(Extracted data entries)
------------------------

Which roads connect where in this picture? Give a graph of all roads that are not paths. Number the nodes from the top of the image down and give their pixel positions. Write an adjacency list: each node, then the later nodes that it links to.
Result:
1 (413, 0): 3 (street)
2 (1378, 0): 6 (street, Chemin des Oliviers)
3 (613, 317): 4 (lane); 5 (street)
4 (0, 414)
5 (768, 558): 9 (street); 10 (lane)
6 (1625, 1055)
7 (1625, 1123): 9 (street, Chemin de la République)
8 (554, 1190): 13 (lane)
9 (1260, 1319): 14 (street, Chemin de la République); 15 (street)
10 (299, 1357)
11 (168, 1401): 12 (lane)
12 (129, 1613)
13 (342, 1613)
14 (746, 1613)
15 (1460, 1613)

------------------------

*Exercise*: Write out all the entries exactly.

*Result of the exercise*:
Which roads connect where in this picture? Give a graph of all roads that are not paths. Number the nodes from the top of the image down and give their pixel positions. Write an adjacency list: each node, then the later nodes that it links to.
Result:
1 (413, 0): 3 (street)
2 (1378, 0): 6 (street, Chemin des Oliviers)
3 (613, 317): 4 (lane); 5 (street)
4 (0, 414)
5 (768, 558): 9 (street); 10 (lane)
6 (1625, 1055)
7 (1625, 1123): 9 (street, Chemin de la République)
8 (554, 1190): 13 (lane)
9 (1260, 1319): 14 (street, Chemin de la République); 15 (street)
10 (299, 1357)
11 (168, 1401): 12 (lane)
12 (129, 1613)
13 (342, 1613)
14 (746, 1613)
15 (1460, 1613)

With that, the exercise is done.